◆ Exercise inputs:
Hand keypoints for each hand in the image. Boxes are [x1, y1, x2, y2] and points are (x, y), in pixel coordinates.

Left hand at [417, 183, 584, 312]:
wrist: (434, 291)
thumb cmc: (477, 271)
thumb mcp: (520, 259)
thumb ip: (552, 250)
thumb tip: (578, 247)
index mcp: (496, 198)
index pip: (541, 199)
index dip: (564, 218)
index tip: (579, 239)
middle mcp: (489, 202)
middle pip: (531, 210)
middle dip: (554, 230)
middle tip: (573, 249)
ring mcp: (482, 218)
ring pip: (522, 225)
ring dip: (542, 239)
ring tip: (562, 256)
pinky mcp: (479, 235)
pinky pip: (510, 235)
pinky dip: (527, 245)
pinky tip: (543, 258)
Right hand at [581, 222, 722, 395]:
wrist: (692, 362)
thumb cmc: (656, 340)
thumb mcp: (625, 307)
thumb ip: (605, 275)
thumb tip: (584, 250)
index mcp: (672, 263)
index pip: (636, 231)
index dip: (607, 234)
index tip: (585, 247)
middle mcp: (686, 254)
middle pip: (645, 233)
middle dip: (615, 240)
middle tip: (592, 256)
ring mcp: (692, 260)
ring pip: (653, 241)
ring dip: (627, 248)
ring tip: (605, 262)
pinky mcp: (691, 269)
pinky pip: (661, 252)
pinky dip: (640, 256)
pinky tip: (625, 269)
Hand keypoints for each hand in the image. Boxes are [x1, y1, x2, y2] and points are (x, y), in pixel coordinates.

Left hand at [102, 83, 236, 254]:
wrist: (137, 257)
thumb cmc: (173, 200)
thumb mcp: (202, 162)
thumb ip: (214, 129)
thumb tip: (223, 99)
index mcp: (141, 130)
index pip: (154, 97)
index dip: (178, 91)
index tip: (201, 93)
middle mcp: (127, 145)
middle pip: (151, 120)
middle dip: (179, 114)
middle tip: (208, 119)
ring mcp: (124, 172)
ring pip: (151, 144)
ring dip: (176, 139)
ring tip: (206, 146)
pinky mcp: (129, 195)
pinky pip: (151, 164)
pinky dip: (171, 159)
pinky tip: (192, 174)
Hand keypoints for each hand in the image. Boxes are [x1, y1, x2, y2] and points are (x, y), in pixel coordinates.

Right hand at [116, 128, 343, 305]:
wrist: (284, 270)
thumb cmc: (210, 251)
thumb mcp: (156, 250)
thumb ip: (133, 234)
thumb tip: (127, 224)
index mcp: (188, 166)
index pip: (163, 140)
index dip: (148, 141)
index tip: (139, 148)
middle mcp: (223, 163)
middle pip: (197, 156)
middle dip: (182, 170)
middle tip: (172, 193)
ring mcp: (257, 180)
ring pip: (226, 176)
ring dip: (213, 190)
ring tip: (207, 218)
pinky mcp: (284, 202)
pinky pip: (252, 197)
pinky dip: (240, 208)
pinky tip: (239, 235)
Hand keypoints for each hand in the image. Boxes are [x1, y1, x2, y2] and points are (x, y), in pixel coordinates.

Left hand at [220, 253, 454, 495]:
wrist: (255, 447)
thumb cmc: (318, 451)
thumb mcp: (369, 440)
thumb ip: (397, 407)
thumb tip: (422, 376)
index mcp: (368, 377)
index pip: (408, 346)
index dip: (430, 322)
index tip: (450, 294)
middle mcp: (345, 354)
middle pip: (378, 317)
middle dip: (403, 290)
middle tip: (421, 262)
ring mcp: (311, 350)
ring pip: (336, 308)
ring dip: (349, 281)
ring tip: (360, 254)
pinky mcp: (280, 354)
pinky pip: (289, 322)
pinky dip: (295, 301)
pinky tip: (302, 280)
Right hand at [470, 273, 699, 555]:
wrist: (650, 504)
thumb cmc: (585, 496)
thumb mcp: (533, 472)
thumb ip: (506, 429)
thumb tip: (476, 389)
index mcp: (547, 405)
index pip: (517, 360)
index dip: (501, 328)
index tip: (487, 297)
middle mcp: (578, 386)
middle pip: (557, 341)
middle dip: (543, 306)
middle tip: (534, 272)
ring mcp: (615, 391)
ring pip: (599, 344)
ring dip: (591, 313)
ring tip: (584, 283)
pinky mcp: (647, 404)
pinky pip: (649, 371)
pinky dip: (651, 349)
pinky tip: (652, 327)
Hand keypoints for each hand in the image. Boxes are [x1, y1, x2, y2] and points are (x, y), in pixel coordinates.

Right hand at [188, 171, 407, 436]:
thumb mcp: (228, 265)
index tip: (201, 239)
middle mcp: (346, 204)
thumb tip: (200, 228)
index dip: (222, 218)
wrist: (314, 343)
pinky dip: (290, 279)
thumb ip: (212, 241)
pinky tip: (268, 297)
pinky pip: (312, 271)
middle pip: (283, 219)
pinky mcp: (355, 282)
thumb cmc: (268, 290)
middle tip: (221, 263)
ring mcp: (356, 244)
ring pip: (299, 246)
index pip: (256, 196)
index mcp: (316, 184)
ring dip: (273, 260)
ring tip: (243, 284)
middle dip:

◆ Exercise: Return exactly the opening lines of the listing above, ending with the line that has "thumb tip: (578, 247)".

◆ Exercise solution:
Hand keypoints for each hand in the image. Boxes are [x1, y1, x2, y2] and points are (x, y), in pixel coordinates.

Left hand at [417, 183, 584, 312]:
wrist: (434, 291)
thumb cmc: (477, 271)
thumb mcp: (520, 259)
thumb ip: (552, 250)
thumb tip: (578, 247)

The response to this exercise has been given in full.